Reducing burnout and improving human services

Chuck Price and Shannon Kelly said trauma-informed care has been a game-changer in their department in Waupaca County, providing benefits to patients, providers and the entire human services system.

In 2019, Waupaca is one of 58 counties and half a dozen tribes that have formally taken part in some part of the state’s trauma-informed care training, called the Wisconsin Trauma Project. Seven state agencies, including the state justice and corrections systems, have also embraced the approach, as have many school districts, nonprofits and hospitals.

Shannon Kelly said trauma-informed care benefits not only the victims of trauma by better treating their symptoms, but can ease the emotional and mental toll on caregivers and support a stronger social fabric.

“We’ve had a decrease in job turnover, increase in job satisfaction and decrease in burnout and secondary traumatic stress among our employees, and a lot of that is because we’re able to do the work in a more human way,” she explained. “When you flip the lens in human services to be trauma-informed, a level of heavy-handedness goes away because you’re trying to be a partner to your clients.”

As an example, Kelly compared a commonly used punitive system in the mental health arena, whereby a patient would be cut off from services after a certain number of missed appointments, with a trauma-informed system.

“Instead of ‘three strikes, your out,’ trauma-informed care means understanding there’s something going on that’s hindering someone from showing up,” Kelly said. “Instead of becoming frustrated and taking it personally, you shift your thinking to ‘this person is clearly not in a good spot, so how can I support them?'”

Another segment from Not Enough Apologies further explores the ideas Kelly described.

This less adversarial approach has not been free of controversy in some arenas where trauma-informed care has taken hold.
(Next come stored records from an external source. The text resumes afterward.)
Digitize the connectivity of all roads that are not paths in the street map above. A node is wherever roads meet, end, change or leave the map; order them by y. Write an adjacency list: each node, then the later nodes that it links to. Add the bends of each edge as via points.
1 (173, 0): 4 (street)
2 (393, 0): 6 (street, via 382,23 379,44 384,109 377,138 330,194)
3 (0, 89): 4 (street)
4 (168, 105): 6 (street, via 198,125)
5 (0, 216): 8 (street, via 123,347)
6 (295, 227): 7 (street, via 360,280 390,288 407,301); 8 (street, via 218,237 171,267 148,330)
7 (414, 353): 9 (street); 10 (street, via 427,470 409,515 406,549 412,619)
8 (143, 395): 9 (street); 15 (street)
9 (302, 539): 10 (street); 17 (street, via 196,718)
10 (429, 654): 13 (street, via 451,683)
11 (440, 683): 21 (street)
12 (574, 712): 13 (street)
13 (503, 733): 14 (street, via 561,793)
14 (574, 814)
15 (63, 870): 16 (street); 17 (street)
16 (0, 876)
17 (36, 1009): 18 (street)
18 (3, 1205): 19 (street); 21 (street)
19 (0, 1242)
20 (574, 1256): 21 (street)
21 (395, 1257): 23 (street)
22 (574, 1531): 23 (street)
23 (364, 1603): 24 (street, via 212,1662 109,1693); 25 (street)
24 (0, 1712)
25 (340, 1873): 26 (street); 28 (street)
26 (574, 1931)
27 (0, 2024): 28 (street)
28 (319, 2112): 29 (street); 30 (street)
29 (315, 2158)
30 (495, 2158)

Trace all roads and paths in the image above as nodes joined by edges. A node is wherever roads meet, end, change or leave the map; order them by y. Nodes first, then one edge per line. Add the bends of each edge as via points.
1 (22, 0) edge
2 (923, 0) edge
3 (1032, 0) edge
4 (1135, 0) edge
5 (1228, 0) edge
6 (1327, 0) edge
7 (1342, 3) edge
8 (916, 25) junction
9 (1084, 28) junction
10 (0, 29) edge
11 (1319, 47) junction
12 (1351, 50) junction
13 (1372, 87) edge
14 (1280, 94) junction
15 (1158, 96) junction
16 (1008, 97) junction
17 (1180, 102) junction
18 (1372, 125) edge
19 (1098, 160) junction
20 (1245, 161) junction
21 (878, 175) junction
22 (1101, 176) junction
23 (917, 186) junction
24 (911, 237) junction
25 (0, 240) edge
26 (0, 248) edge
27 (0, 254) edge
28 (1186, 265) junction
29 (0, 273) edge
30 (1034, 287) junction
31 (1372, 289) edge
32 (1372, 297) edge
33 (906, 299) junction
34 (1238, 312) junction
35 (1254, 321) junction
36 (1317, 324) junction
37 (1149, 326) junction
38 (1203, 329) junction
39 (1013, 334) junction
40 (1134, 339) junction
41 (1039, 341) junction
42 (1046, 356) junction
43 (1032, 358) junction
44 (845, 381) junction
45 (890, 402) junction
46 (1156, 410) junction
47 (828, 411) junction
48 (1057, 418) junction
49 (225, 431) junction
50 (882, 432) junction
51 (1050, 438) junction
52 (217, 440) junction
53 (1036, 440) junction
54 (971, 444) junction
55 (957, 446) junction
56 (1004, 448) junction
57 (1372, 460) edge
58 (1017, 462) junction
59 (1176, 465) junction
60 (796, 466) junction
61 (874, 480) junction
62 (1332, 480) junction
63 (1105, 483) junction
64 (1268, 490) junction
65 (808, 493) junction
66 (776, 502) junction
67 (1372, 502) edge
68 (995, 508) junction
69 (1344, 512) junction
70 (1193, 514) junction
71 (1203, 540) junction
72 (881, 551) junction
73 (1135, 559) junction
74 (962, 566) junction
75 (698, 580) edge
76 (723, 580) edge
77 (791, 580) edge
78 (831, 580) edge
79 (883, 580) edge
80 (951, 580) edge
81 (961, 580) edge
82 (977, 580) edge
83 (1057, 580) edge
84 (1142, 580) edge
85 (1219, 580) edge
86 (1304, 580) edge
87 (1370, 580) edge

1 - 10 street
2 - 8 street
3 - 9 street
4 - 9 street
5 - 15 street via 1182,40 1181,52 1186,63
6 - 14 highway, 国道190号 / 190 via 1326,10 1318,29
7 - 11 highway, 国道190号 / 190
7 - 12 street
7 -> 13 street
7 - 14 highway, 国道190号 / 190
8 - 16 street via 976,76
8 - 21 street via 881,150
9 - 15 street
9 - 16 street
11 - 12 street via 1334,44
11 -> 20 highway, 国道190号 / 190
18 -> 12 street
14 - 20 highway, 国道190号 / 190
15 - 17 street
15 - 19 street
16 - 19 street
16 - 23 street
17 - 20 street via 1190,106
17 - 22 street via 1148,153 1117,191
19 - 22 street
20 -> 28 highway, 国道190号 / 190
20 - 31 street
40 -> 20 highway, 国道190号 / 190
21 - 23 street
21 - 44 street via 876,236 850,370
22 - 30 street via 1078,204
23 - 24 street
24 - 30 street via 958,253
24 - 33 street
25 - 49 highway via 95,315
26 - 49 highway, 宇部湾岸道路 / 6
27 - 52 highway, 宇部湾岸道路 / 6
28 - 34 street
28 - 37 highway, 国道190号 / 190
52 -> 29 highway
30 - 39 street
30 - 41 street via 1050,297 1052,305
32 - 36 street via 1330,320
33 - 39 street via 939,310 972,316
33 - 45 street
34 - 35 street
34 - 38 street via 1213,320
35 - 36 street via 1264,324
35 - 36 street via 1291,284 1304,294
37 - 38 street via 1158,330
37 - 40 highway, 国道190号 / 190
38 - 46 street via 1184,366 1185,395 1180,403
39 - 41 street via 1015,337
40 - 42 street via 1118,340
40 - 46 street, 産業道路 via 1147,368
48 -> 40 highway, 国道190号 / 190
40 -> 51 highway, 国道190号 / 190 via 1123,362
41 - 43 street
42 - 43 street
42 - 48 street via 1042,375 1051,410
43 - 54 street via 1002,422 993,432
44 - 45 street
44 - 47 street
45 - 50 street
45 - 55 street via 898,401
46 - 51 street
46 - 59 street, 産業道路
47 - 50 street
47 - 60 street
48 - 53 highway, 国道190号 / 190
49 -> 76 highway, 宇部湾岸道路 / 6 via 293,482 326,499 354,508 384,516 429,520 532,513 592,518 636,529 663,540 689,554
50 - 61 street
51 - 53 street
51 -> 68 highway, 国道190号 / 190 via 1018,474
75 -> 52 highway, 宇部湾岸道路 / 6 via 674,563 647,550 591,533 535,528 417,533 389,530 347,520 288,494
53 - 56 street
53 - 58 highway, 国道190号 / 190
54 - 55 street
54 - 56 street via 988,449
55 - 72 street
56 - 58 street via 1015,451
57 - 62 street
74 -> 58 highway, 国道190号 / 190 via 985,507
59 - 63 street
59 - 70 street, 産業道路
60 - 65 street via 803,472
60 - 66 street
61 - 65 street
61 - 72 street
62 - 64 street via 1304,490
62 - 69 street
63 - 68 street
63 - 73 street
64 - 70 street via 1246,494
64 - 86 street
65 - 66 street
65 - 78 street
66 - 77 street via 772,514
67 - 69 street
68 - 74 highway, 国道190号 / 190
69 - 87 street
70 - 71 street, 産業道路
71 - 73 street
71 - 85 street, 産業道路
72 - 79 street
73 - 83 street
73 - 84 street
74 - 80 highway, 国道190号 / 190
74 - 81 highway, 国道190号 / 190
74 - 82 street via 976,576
For instance, in 2016 some staff blamed newly instated trauma-informed care principles for contributing to problems, including allegations of abuse, at the Lincoln Hills and Copper Lake juvenile prisons, though others said the principles were not properly followed.

In Kelly and Price’s view, trauma-informed care has led to only positive change in Waupaca County. In addition to increased job satisfaction among their employees, Price said the county has seen a marked reduction in costly mental health hospitalizations since adopting trauma-informed care approaches. He said in 2017 alone the county was able to reallocate $250,000 to prevention and intervention services that had originally been allocated for hospitalizations.

It’s in these prevention and intervention services that Price and Kelly believe their work can be most effective.

Price acknowledged that trauma-informed care cannot keep every child out of the system, but he contended that it can keep many out, and that a local government agency grounded in its principles can reduce harm by providing a more thoughtful touch.

“The current child welfare system is traumatizing in itself,” said Kelly. “It’s designed to separate children from their connections. We know that one night away from your family can cause lifelong traumatic responses for our children. That’s what the system was designed to do, and it traumatizes children over and over again.”